Al día siguiente de su salida al teatro, Catalina inició una larga espera, aguardando la respuesta de la emperatriz a su carta. Varias semanas después aún estaba esperando, cuando el conde Shuválov anunció una mañana que la emperatriz acababa de despedir a madame Vladislavova. Primero Catalina rompió a llorar, pero luego se recompuso y respondió que, por supuesto, Su Majestad tenía derecho a nombrar y destituir a quien le pluguiera; pero que le apenaba descubrir, cada vez más, que todos los que se acercaban a ella estaban condenados a ser víctimas de la desaprobación de Su Majestad. Para reducir el número de víctimas, pidió a Shuválov que rogase a la emperatriz que diera un final rápido a aquella situación en la que ella solo hacía infelices a los demás. Suplicó que la mandasen de vuelta con su familia de inmediato.

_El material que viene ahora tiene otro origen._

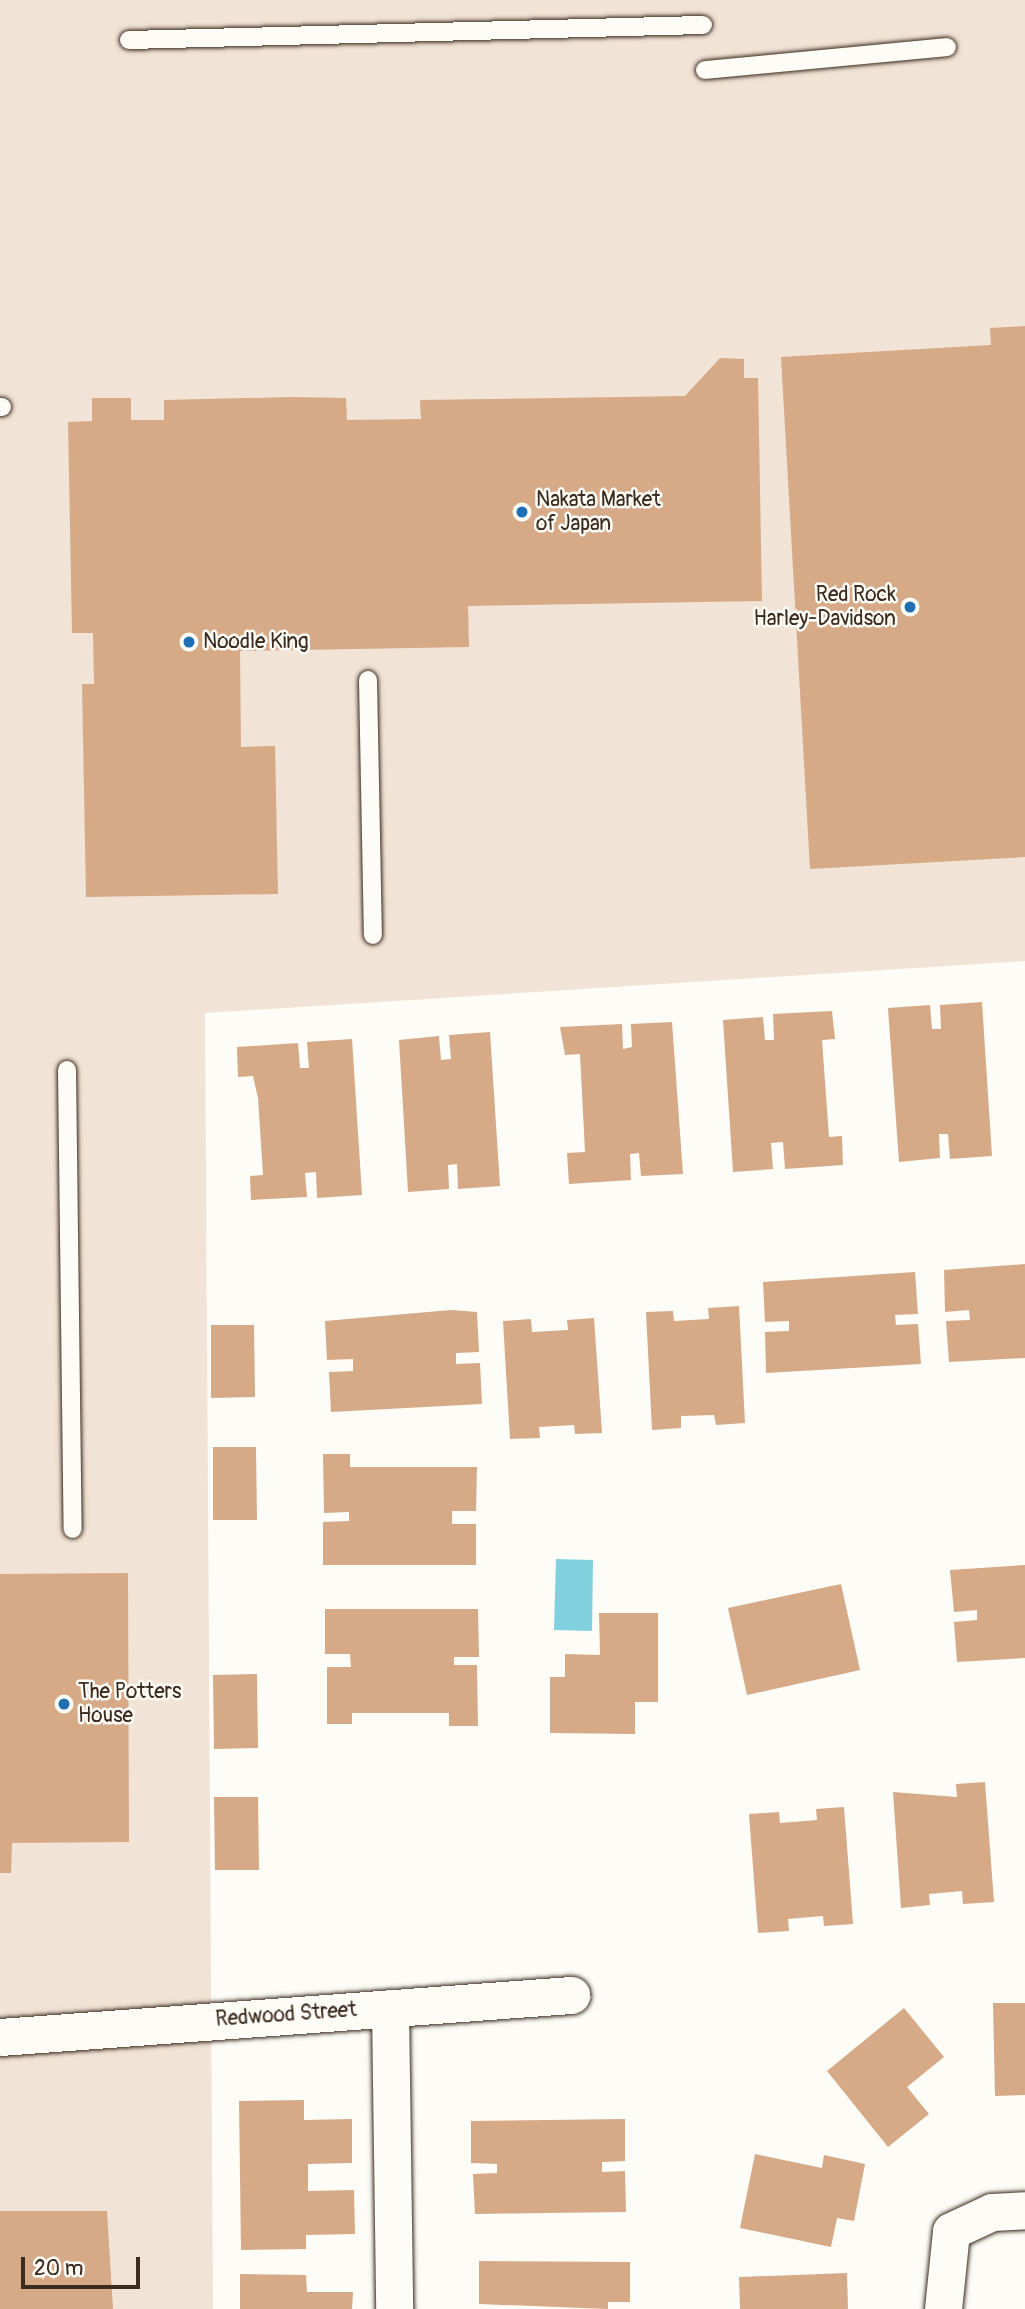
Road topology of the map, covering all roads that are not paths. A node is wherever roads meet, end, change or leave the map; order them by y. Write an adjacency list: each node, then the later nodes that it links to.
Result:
1 (703, 25): 2 (lane)
2 (129, 40)
3 (947, 47): 4 (lane)
4 (705, 70)
5 (368, 680): 6 (lane)
6 (373, 935)
7 (67, 1070): 8 (lane)
8 (73, 1529)
9 (571, 1995): 10 (street, Redwood Street)
10 (390, 2008): 11 (street, Redwood Street); 13 (street)
11 (0, 2037)
12 (1025, 2210): 14 (street)
13 (394, 2309)
14 (943, 2309)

Aquella tarde, tras negarse a comer durante todo el día, Catalina estaba sola en su habitación cuando una de sus jóvenes damas de honor entró. Entre sollozos, la joven afirmó: «Tememos que os apaguéis con todas estas aflicciones. Permitidme acudir a mi tío; él es vuestro confesor y el de la emperatriz. Hablaré con él y le comunicaré vuestros deseos, y os prometo que hablará con la emperatriz de un modo que os complacerá».117 Catalina confió en ella y le describió el contenido de la carta remitida a la emperatriz. La joven vio a su tío, el padre Teodoro Dubyanski, y regresó para contar a Catalina que el sacerdote aconsejaba a la gran duquesa que, en medio de la noche, anunciase hallarse terriblemente enferma y solicitase la presencia de su confesor. De aquel modo, este podría comunicarle a la emperatriz lo que había oído de los propios labios de Catalina. Ella aprobó el plan y, entre las dos y las tres de la madrugada, tiró de su llamador. Entró una dama de honor y Catalina dijo que se encontraba gravemente enferma y deseaba confesarse. En lugar del confesor, irrumpió en la habitación el conde Alejandro Shuválov. Catalina repitió que quería ver al sacerdote. Shuválov mandó a buscar a los doctores. Cuando llegaron, les comunicó que su necesidad era de índole espiritual, no médica. Uno de los doctores le tomó el pulso y anunció que estaba débil. Catalina susurró que era su alma la que corría peligro; que su cuerpo ya no necesitaba a los doctores.
Al final, apareció el padre Dubyanski y él y Catalina se quedaron solos. El sacerdote, de larga barba blanca y negros ropajes, se sentó junto a ella y conversaron durante una hora y media. Le describió la situación anterior y la actual, el comportamiento del gran duque con ella, la hostilidad de los Shuválov, cómo ellos emponzoñaban la imagen que de ella tenía la emperatriz y la constante destitución de sus sirvientes, en especial de los que más unidos estaban a ella. Por aquellas razones, dijo ella, había escrito a la emperatriz y le suplicaba que la devolviera a casa. Pidió ayuda al sacerdote. Él dijo que haría cuanto estuviera en su mano. Le aconsejó que siguiera solicitando permiso para regresar a su hogar, y le rogó que tuviera por seguro que no la iban a mandar lejos, porque no podrían justificar aquella expulsión a los ojos de los ciudadanos. Estuvo de acuerdo con que la emperatriz, habiéndola escogido a una edad temprana, la había abandonado en buena parte a sus enemigos; y dijo que Isabel haría mejor deshaciéndose de Isabel Vorontsova y de los Shuválov. Además, añadió él, todo el mundo ponía el grito en el cielo por la injusticia de los Shuválov en el asunto Bestúzhev, de cuya inocencia todos estaban convencidos. Concluyó comunicándole a Catalina que acudiría de inmediato a los aposentos de la emperatriz, donde se sentaría y aguardaría a que Su Majestad se levantara para hablar con ella y apremiarla, con la intención de que acelerase la entrevista prometida a Catalina. Mientras tanto, añadió, Catalina debía permanecer en cama, lo cual reforzaría su argumento de que la aflicción y las penalidades a las que se veía sometida podían provocarle un daño terrible a menos que se hallara algún remedio.
El confesor cumplió su promesa y describió con tal viveza ante Isabel la condición de Catalina que la emperatriz hizo acudir a Alejandro Shuválov y le ordenó que averiguase si el estado de salud de la gran duquesa le permitiría presentarse en sus habitaciones y conversar con ella la noche siguiente. Catalina informó al conde Shuválov de que, para tal propósito, reuniría cuantas fuerzas le quedaban.